ROSTOV-ON-DON: Good, but not good enough.
That was what Juan Antonio Pizzi stated as he declared himself pleased with his team’s performance in the 1-0 defeat to Uruguay on Wednesday night.
But he lamented his side’s lack of firepower as they exited the World Cup after just two matches.
Pizzi had spoken passionately about the need for his side to demonstrate a higher level of focus and performance in Rostov-on-Don after losing their opening game 5-0 to hosts Russia in Moscow last week.
The Argentine got his wish with a display that saw the Green Falcons fight throughout and edge possession against a Uruguay side ranked 14th in the world.
A Luis Suaréz goal midway through the first half after poor goalkeeping from Mohammed Al-Owais, however, was enough to hand the Green Falcons a 12th successive World Cup defeat.
The result means that even with a win against Egypt on Monday, the Green Falcons are no longer capable of progressing to the knock-out stages from Group A.
“We had a lot of ball possession and were able to impose our style of play and distribution,” said Pizzi. “We conceded a goal from a random play and didn’t have the weapons or tools to try to equalize. We kept the ball well and weren’t really troubled defensively, but lacked that ability to score.”
Indeed, for all their possession, Saudi Arabia have managed just three shots on target in 180 minutes of football. Against Russia, they failed to muster a single effort on target and the managed just three against Uruguay, two of which came in the final minutes when they knew they had to score or face elimination. None of the three shots came from a striker.
“This is our weakness. We have good ball possession, but no effectiveness. We lack the depth and skill required to win these games,” Pizzi added. “We have that deficiency and have looked for solutions, but we haven’t quite come up with one yet. But that is one of the reasons great forward are in high demand and are the elite players in world football.”
Pizzi had made four changes ahead of the match, dropping goalkeeper Abdullah Al-Mayouf in favor of Al-Owais and introducing Ali Al-Bulayhi at the heart of the defense alongside Osama Hawsawi. Further upfield, Hattan Bahberi came in for Yahya Al-Shehri and Fahad Al-Muwallad replaced Mohammed Al-Sahlawi. The changes, particularly the inclusion of Bahberi, seemed to give the side more impetus in midfield.
“The difference between the performance in the first game and this game is enormous,” Pizzi said. “The only way to compete at this level is to play at the level we did here. And even then it was not enough even to get a draw. Undoubtedly there were other factors aside from the pressure of playing in the opening game that made a difference, but it’s true that the difference was enormous.”

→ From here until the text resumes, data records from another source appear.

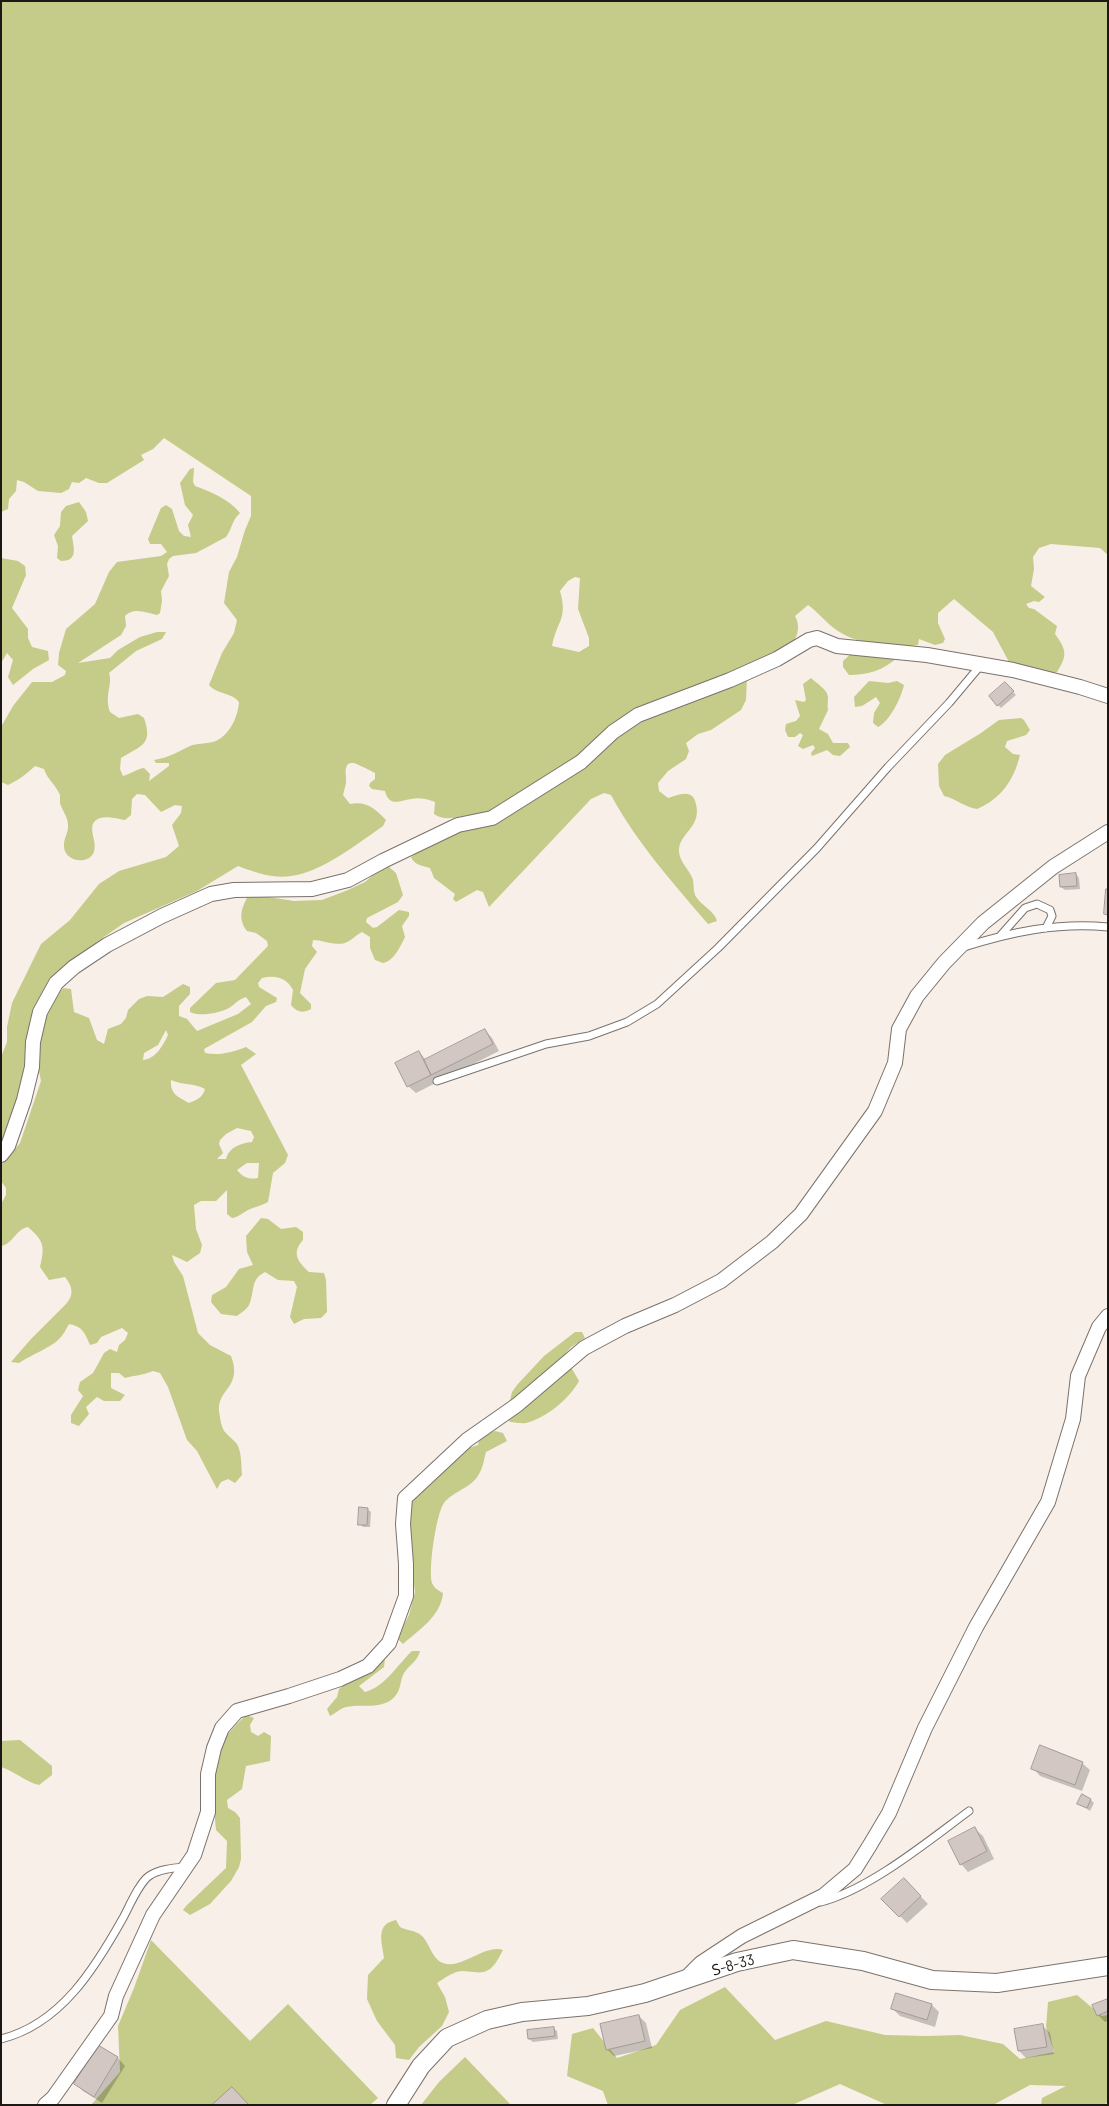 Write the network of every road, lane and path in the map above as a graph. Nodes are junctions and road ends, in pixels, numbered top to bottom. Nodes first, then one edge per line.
1 (980, 666) junction
2 (1108, 696) edge
3 (1108, 832) edge
4 (1108, 927) edge
5 (1046, 928) junction
6 (1001, 936) junction
7 (957, 950) junction
8 (438, 1081) dead end
9 (1, 1155) edge
10 (1108, 1316) edge
11 (969, 1811) dead end
12 (186, 1867) junction
13 (803, 1907) junction
14 (1108, 1966) edge
15 (684, 1980) junction
16 (1, 2039) edge
17 (399, 2103) edge
18 (45, 2105) edge

1 - 2 street
1 - 8 lane
1 - 9 street
3 - 7 street
4 - 5 lane
5 - 6 lane
5 - 6 lane
6 - 7 lane
7 - 12 street
10 - 13 street
11 - 13 lane
12 - 16 lane
12 - 18 street
13 - 15 street
14 - 15 street, Տ-8-33 / Տ-8-33
15 - 17 street, Տ-8-33 / Տ-8-33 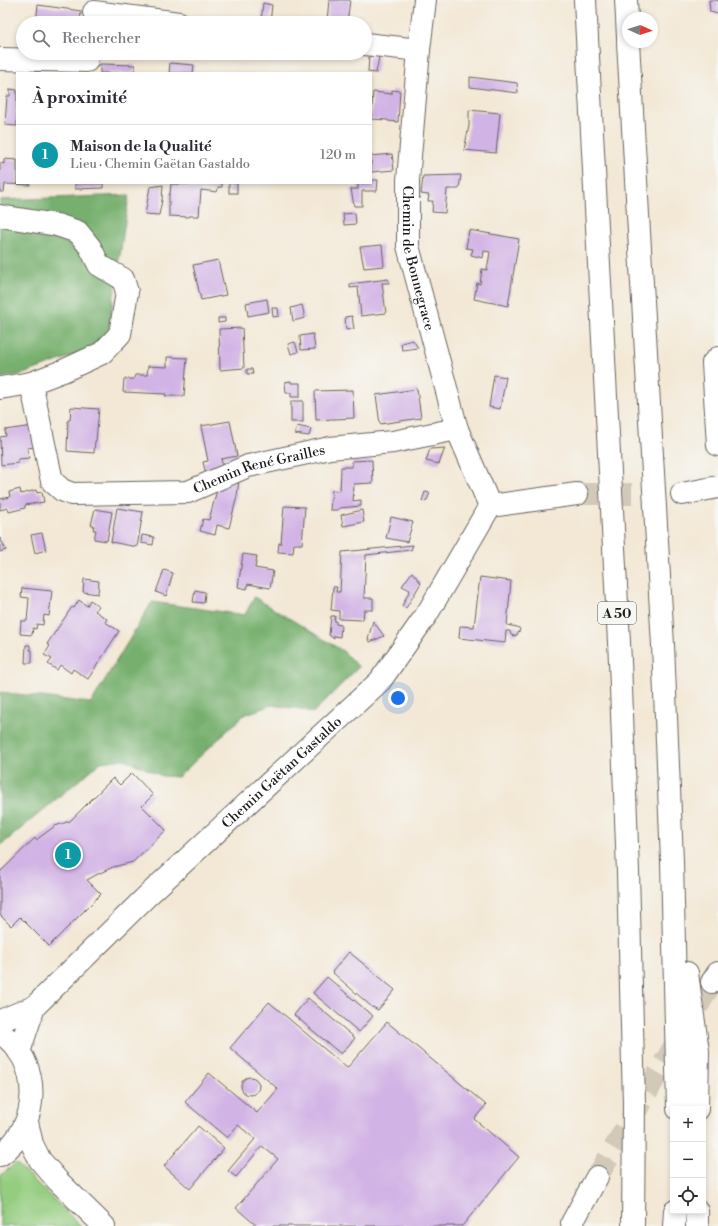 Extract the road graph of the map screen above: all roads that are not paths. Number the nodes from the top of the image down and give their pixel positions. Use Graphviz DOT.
graph roads {
  1 [pos="425,0"];
  2 [pos="585,0"];
  3 [pos="626,0"];
  4 [pos="94,12"];
  5 [pos="627,12"];
  6 [pos="125,16"];
  7 [pos="372,45"];
  8 [pos="628,48"];
  9 [pos="419,50"];
  10 [pos="0,59"];
  11 [pos="16,59"];
  12 [pos="44,60"];
  13 [pos="87,60"];
  14 [pos="0,216"];
  15 [pos="718,358"];
  16 [pos="31,383"];
  17 [pos="0,388"];
  18 [pos="457,429"];
  19 [pos="718,444"];
  20 [pos="718,487"];
  21 [pos="577,494"];
  22 [pos="682,494"];
  23 [pos="490,506"];
  24 [pos="672,861"];
  25 [pos="34,1007"];
  26 [pos="0,1021"];
  27 [pos="0,1033"];
  28 [pos="19,1052"];
  29 [pos="678,1106"];
  30 [pos="697,1106"];
  31 [pos="27,1122"];
  32 [pos="0,1155"];
  33 [pos="597,1177"];
  34 [pos="675,1214"];
  35 [pos="697,1214"];
  36 [pos="572,1223"];
  37 [pos="104,1226"];
  38 [pos="633,1226"];
  39 [pos="674,1226"];
  40 [pos="697,1226"];
  1 -- 9 [label="main road, Chemin de Bonnegrace"];
  2 -- 38 [label="main road, A 50"];
  3 -- 5 [label="main road"];
  4 -- 6 [label="main road"];
  7 -- 9 [label="main road"];
  8 -- 24 [label="main road"];
  9 -- 18 [label="main road, Chemin de Bonnegrace"];
  10 -- 11 [label="main road"];
  12 -- 13 [label="main road"];
  14 -- 16 [label="main road"];
  15 -- 19 [label="main road"];
  16 -- 17 [label="main road"];
  16 -- 18 [label="main road, Chemin René Grailles"];
  18 -- 23 [label="main road, Chemin de Bonnegrace"];
  20 -- 22 [label="main road"];
  21 -- 23 [label="main road"];
  23 -- 25 [label="main road, Chemin Gaëtan Gastaldo"];
  24 -- 29 [label="main road"];
  24 -- 30 [label="main road"];
  25 -- 26 [label="main road, Chemin Gaëtan Gastaldo"];
  25 -- 28 [label="main road, Chemin Gaëtan Gastaldo"];
  27 -- 28 [label="main road"];
  28 -- 31 [label="main road"];
  31 -- 32 [label="main road"];
  31 -- 37 [label="main road"];
  33 -- 36 [label="main road"];
  34 -- 39 [label="main road"];
  35 -- 40 [label="main road"];
} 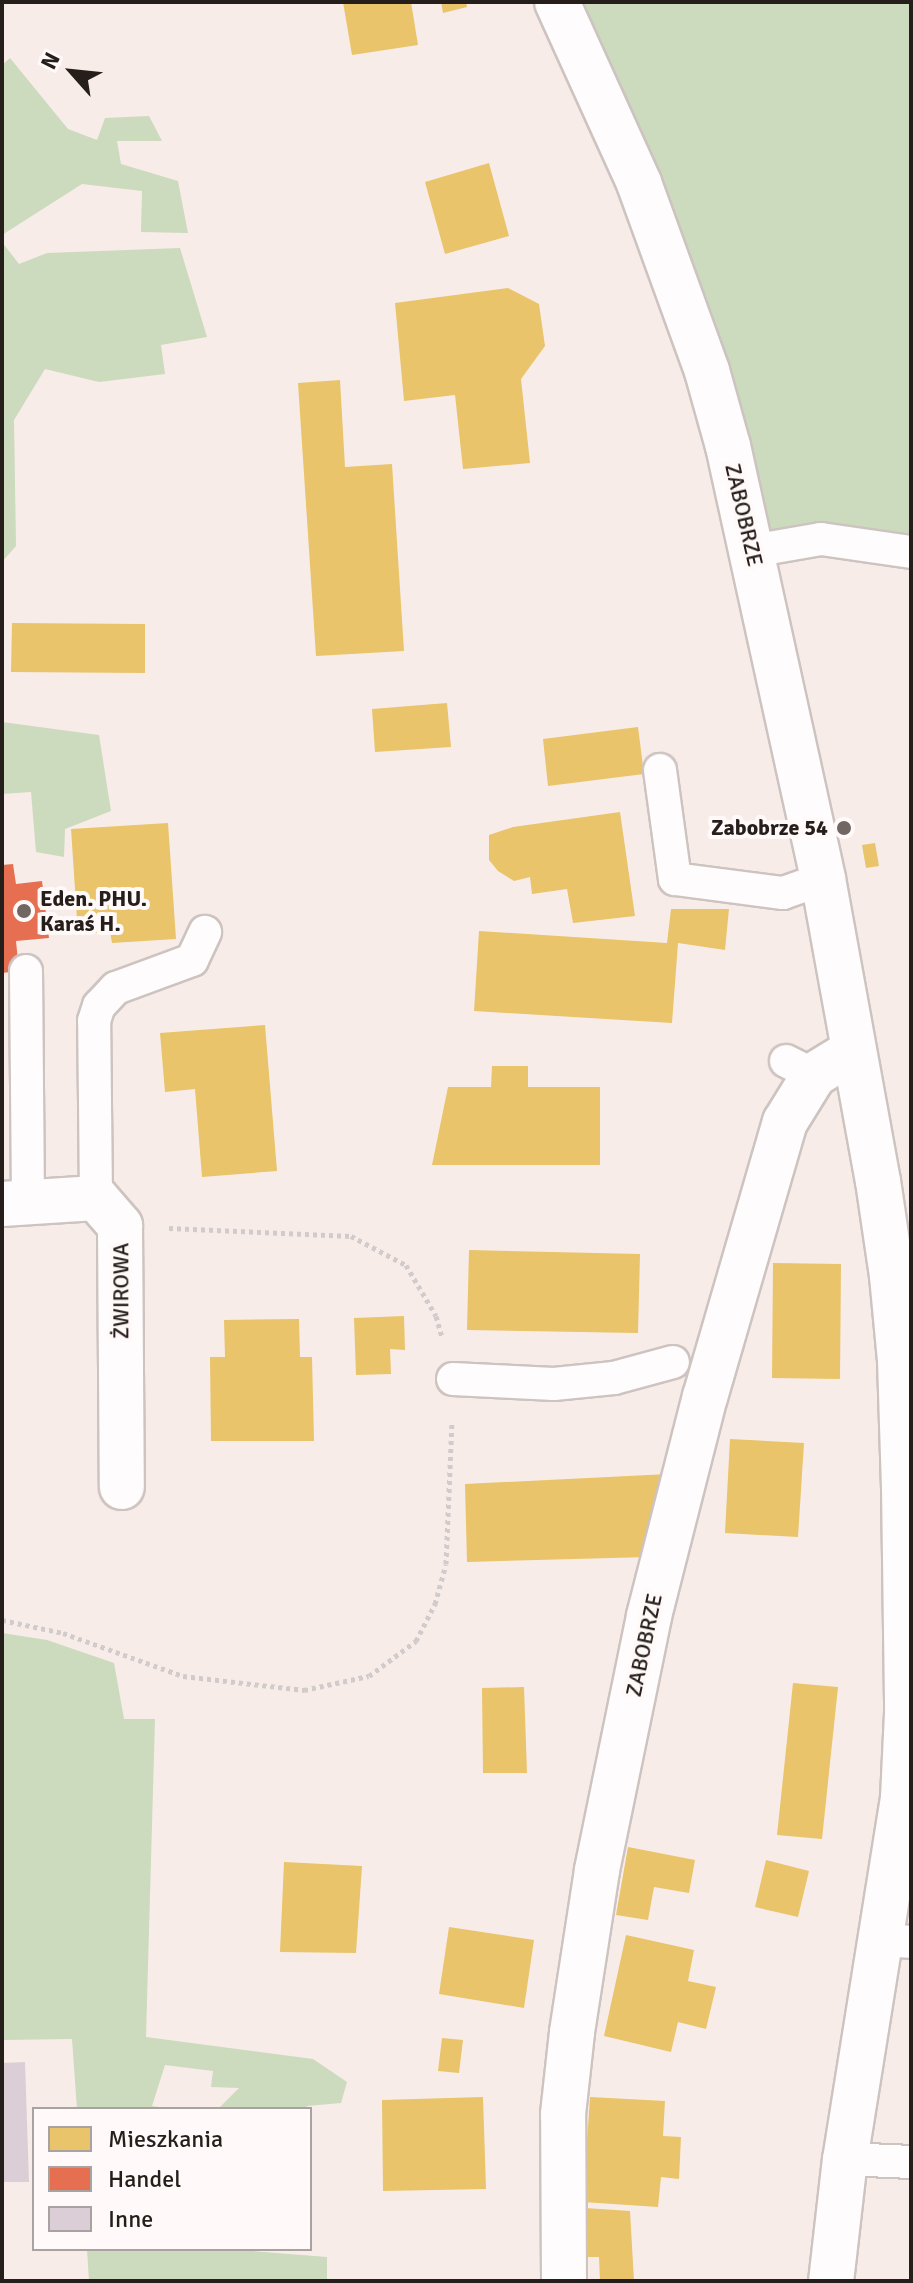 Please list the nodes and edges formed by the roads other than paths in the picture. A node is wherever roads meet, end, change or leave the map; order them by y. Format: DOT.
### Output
graph roads {
  1 [pos="557,2"];
  2 [pos="752,551"];
  3 [pos="911,552"];
  4 [pos="660,770"];
  5 [pos="823,879"];
  6 [pos="205,932"];
  7 [pos="26,971"];
  8 [pos="853,1051"];
  9 [pos="15,1204"];
  10 [pos="108,1212"];
  11 [pos="673,1362"];
  12 [pos="453,1379"];
  13 [pos="122,1487"];
  14 [pos="908,1582"];
  15 [pos="897,1941"];
  16 [pos="845,2159"];
  17 [pos="911,2162"];
  18 [pos="564,2281"];
  19 [pos="831,2281"];
  1 -- 2 [label="street, ZABOBRZE"];
  2 -- 3 [label="lane"];
  2 -- 5 [label="street, ZABOBRZE"];
  4 -- 5 [label="lane"];
  5 -- 8 [label="street, ZABOBRZE"];
  6 -- 10 [label="lane"];
  7 -- 9 [label="lane"];
  8 -- 14 [label="street, ZABOBRZE"];
  8 -- 18 [label="street, ZABOBRZE"];
  9 -- 10 [label="street"];
  10 -- 13 [label="street, ŻWIROWA"];
  11 -- 12 [label="lane"];
  14 -- 15 [label="street, ZABOBRZE"];
  15 -- 16 [label="street, ZABOBRZE"];
  16 -- 17 [label="lane"];
  16 -- 19 [label="street, ZABOBRZE"];
}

Many critics had predicted a deluge of goals from the likes of Suarez and Cavani, yet both were kept at bay. Save for a couple of half-chances early on, neither came close to scoring until the 23rd minute.
A corner from Carlos Sanchez sailed into the area and when Al-Owais came for it but failed to connect with his punch, Barcelona forward Suaréz was left with the simplest of tap-ins. He was so caught off-guard, he actually looked surprised as he reeled away in celebration.
“I believe you cannot be relaxed in any match,” Suarez said when asked by a Uruguayan journalist whether he had taken it easy against the Saudis.
“We wanted to win and to progress to the knock-out stage and this game simply showed how difficult it is. That’s the World Cup for you though and we are obviously delighted with how we have performed so far to progress.”
Uruguay coach Oscar Tabarez did not share his striker’s sentiments.
“Saudi Arabia wanted to excel and give a better account of themselves after losing to Russia,” he said.
“They did that very well and we have to respect them. But what surprised me the most is how we played. We underperformed.”